**Prompt**
How many lines of the data include the string "碧南半田常滑線"? State the number and nothing else.

**Data in this exercise**
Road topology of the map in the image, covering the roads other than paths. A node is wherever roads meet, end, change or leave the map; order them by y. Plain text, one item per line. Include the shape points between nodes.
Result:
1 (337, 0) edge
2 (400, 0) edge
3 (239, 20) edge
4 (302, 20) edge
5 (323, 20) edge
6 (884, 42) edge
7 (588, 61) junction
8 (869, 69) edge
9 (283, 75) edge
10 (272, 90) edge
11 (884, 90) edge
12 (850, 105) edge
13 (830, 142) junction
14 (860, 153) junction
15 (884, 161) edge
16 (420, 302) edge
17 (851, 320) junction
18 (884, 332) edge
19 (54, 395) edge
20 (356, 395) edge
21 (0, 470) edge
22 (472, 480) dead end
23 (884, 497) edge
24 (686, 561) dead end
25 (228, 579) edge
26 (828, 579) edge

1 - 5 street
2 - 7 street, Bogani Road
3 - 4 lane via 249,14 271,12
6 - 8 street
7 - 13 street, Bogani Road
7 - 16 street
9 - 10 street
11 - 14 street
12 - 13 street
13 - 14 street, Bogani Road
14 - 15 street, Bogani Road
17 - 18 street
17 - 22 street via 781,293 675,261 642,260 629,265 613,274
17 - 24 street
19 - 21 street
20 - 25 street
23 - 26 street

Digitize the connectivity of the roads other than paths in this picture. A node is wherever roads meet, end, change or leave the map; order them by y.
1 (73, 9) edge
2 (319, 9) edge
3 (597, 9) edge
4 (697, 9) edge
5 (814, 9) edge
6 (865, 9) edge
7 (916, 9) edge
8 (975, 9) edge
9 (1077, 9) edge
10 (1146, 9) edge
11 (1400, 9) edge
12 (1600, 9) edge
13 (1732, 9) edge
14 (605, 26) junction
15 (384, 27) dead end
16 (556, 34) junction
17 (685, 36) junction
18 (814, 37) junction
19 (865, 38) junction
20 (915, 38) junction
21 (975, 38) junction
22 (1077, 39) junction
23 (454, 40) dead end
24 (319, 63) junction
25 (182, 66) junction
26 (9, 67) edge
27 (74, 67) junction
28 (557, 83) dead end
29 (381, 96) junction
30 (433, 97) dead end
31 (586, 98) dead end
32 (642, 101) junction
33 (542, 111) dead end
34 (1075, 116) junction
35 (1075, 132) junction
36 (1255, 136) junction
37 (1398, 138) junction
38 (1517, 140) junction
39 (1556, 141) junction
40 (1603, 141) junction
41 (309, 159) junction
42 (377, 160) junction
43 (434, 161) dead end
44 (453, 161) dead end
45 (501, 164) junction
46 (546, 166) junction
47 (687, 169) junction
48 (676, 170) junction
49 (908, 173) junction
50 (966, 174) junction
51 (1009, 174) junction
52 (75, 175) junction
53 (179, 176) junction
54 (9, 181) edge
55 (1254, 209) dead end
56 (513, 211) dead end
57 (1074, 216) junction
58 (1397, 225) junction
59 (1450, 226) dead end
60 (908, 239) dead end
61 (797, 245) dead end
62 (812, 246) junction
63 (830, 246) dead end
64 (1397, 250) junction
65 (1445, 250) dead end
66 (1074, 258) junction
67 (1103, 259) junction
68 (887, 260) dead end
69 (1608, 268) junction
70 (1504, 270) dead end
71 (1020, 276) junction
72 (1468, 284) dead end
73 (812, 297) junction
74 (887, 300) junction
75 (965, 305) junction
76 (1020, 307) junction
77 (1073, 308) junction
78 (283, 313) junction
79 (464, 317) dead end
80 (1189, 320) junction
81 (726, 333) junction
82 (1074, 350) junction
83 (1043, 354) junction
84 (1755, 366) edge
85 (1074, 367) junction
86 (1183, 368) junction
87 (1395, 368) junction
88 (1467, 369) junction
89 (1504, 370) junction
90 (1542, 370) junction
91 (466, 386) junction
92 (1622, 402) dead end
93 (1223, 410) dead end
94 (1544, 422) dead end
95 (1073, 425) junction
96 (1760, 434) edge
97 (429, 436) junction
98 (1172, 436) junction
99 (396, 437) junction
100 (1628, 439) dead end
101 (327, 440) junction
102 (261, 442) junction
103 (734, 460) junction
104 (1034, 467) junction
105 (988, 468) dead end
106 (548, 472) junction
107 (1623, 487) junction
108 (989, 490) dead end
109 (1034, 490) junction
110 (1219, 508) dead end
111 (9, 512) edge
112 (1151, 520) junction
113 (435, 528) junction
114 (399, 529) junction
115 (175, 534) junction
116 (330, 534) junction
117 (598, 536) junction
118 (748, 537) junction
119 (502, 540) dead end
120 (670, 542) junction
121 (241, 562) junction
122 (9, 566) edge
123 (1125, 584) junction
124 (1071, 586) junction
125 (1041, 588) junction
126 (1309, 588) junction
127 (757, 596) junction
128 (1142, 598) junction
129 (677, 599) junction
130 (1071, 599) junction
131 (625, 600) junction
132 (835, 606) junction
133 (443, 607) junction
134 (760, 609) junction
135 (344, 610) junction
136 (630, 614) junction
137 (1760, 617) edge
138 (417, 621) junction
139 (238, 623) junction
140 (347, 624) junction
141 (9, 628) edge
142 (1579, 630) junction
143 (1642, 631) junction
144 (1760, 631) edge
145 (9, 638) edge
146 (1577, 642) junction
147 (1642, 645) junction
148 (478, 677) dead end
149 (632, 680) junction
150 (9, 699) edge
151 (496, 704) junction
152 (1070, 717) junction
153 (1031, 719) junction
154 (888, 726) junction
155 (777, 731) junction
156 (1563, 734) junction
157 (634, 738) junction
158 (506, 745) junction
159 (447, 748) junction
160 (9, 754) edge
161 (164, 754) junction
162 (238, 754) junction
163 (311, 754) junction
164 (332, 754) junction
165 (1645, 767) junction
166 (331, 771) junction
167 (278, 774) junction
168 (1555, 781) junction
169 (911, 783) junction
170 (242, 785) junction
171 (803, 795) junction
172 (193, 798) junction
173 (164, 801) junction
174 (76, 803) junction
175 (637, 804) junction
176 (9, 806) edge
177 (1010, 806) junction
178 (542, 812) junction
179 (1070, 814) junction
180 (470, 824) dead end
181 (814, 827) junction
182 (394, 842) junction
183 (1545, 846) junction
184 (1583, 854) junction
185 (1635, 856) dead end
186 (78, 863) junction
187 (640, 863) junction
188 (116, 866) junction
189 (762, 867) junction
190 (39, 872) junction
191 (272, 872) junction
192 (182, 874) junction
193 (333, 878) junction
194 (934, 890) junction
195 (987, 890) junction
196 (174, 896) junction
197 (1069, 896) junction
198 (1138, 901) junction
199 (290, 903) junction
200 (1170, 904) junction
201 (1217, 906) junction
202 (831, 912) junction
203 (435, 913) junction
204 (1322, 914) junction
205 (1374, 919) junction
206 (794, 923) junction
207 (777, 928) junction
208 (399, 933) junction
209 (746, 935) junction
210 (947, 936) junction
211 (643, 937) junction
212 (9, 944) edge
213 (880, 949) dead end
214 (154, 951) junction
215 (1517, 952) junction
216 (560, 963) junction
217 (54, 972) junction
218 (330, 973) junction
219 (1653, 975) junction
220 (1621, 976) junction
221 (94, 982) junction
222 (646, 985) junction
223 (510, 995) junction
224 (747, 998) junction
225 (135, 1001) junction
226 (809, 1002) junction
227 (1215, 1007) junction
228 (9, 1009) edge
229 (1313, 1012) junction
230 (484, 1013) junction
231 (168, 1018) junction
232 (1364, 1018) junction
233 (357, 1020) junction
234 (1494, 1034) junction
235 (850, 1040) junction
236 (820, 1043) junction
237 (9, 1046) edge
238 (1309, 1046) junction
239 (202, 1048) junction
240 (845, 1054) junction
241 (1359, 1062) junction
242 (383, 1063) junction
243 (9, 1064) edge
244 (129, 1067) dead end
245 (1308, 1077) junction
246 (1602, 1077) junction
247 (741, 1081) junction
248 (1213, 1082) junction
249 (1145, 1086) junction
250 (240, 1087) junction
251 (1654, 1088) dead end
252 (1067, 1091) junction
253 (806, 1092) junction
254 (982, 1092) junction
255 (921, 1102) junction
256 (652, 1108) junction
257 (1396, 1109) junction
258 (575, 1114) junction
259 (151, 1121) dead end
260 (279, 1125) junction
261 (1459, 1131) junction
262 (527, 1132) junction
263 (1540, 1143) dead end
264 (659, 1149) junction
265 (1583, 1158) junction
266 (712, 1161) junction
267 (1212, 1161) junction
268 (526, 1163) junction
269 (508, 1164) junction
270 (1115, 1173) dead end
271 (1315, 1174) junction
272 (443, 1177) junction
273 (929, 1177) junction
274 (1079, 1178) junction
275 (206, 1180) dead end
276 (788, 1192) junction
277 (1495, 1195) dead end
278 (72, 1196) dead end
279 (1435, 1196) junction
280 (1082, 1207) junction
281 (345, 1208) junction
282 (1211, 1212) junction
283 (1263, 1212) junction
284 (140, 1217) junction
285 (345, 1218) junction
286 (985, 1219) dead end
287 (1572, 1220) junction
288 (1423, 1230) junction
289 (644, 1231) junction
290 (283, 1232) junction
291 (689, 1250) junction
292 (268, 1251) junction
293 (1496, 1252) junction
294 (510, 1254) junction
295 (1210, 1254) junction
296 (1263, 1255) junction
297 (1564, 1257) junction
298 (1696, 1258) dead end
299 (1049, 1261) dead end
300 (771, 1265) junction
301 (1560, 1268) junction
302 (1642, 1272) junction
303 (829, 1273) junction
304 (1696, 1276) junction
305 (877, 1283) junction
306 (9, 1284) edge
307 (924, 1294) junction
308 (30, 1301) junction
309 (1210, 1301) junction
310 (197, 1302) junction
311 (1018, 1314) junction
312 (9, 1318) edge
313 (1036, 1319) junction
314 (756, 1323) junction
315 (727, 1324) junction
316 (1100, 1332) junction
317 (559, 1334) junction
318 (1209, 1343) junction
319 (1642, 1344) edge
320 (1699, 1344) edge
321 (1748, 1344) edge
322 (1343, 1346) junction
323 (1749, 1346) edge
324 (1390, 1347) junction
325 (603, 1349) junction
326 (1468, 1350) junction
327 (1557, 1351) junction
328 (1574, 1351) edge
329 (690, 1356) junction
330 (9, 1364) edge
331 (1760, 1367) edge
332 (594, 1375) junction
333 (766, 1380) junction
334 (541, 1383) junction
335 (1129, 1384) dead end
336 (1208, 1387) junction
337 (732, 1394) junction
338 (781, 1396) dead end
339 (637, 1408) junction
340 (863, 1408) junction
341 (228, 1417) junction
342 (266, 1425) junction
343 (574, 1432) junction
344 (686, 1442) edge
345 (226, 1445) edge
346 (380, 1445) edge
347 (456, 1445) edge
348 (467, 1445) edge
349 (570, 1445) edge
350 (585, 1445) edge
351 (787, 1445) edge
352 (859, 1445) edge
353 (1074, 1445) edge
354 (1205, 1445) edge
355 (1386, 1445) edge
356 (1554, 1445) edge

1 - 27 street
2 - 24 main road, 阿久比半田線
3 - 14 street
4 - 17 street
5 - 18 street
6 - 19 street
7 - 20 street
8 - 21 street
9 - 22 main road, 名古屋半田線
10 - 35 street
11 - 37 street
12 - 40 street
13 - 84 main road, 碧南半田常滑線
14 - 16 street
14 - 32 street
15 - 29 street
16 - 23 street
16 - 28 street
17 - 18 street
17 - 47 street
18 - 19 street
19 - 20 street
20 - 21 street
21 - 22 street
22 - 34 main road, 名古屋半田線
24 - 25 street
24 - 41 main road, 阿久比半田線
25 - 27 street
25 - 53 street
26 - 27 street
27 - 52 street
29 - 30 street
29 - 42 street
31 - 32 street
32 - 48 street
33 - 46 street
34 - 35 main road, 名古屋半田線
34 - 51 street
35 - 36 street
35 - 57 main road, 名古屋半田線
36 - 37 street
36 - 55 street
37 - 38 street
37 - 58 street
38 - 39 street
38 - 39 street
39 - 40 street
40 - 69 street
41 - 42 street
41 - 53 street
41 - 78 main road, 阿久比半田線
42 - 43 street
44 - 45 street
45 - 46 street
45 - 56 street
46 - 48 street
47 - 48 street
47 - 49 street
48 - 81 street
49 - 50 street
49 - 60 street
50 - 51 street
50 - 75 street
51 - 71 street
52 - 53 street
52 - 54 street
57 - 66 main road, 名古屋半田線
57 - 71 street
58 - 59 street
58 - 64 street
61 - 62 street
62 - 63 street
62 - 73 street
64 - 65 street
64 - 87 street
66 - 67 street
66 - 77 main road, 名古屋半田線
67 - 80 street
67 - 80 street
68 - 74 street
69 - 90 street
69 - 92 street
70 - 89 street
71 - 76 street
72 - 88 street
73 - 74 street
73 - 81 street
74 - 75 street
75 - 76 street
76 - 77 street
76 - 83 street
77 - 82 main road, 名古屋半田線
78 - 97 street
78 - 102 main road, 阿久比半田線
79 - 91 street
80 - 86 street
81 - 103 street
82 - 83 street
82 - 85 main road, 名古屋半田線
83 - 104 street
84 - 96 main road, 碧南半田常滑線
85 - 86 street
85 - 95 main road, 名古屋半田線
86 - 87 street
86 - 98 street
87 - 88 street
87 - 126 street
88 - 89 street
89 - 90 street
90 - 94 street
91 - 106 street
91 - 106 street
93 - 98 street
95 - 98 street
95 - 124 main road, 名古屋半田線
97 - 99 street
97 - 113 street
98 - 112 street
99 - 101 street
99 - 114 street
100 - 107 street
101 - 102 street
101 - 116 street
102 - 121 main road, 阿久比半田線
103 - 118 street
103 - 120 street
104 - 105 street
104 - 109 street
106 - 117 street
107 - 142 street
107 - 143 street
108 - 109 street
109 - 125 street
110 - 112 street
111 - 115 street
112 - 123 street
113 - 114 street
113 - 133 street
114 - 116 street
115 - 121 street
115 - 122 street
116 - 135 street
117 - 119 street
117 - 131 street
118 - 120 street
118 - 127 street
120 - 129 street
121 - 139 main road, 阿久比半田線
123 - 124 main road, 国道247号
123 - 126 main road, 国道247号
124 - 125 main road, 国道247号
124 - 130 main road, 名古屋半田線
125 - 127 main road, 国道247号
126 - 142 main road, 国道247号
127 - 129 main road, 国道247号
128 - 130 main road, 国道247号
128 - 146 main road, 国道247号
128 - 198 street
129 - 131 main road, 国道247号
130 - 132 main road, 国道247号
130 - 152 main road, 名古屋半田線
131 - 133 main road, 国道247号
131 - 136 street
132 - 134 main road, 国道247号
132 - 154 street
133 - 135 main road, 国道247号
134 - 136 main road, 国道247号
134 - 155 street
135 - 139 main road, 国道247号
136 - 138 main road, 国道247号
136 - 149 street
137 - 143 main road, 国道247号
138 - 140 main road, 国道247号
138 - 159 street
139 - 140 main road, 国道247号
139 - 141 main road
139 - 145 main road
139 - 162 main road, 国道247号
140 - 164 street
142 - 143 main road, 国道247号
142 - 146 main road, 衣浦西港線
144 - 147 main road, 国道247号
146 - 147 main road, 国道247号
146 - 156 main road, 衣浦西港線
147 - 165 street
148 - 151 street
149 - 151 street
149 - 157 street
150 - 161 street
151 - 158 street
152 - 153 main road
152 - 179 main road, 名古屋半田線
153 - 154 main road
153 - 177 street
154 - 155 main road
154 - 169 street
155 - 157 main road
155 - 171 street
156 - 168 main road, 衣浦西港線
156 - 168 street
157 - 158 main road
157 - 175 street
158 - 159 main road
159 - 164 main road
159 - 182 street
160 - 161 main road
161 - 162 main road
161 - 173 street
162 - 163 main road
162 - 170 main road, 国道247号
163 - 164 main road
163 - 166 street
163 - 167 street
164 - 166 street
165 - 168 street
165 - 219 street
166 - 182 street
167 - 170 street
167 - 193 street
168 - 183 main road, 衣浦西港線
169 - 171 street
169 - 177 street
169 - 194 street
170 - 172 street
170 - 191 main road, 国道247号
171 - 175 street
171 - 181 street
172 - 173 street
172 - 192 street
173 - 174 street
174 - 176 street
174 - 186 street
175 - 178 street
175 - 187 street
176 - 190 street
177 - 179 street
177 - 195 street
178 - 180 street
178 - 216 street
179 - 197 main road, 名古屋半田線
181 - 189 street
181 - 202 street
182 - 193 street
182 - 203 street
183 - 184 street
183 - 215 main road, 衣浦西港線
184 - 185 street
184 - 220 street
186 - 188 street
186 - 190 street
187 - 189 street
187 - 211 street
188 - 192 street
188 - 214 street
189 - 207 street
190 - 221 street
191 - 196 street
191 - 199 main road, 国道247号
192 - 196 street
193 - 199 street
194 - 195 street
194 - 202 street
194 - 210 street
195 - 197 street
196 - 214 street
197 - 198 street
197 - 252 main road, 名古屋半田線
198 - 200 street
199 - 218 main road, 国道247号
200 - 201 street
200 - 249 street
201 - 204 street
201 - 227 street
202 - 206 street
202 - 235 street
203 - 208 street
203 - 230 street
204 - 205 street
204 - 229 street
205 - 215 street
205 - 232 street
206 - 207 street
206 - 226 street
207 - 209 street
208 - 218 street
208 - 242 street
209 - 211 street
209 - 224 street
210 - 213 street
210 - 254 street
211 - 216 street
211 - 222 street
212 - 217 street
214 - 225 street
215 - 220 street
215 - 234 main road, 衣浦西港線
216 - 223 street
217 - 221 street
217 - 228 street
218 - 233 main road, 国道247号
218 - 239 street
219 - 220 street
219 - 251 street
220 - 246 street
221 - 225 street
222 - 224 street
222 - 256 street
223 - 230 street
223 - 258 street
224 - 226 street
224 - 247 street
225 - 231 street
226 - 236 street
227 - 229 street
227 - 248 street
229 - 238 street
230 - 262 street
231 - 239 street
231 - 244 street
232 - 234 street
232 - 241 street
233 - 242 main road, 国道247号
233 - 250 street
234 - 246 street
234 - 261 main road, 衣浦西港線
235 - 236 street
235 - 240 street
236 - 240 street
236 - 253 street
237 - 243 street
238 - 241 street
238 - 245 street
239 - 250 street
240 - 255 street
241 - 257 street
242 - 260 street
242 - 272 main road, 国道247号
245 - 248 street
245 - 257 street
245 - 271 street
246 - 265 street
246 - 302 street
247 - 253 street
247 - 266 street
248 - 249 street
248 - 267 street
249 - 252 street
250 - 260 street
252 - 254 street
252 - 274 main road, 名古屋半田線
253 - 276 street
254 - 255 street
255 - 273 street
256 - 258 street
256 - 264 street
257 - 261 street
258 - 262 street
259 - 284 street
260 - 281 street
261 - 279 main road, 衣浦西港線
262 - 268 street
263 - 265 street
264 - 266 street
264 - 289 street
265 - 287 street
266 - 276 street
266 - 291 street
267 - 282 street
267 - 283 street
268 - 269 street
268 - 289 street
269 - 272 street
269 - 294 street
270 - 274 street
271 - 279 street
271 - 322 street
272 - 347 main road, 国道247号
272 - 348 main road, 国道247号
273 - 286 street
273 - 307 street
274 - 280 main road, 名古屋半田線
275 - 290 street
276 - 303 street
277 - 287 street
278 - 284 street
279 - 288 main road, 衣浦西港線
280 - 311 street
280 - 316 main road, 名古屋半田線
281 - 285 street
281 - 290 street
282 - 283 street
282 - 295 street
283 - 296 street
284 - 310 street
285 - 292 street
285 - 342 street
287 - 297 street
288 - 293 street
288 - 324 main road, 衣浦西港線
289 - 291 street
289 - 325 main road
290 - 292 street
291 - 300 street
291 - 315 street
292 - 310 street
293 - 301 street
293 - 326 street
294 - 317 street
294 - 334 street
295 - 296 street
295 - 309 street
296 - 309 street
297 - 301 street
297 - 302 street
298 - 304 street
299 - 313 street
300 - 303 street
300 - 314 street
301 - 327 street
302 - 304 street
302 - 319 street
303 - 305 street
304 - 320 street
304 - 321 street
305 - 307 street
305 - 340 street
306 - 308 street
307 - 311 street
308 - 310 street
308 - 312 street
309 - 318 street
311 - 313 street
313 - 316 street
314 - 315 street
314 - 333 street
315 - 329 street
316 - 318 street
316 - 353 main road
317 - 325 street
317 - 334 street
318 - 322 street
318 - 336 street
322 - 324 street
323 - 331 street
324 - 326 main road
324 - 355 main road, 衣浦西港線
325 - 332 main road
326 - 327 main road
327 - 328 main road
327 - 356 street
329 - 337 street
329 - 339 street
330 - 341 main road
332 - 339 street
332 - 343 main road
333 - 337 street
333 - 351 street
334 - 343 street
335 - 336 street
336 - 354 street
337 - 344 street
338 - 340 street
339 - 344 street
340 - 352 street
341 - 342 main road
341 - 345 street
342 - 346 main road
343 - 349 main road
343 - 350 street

**Response below**
2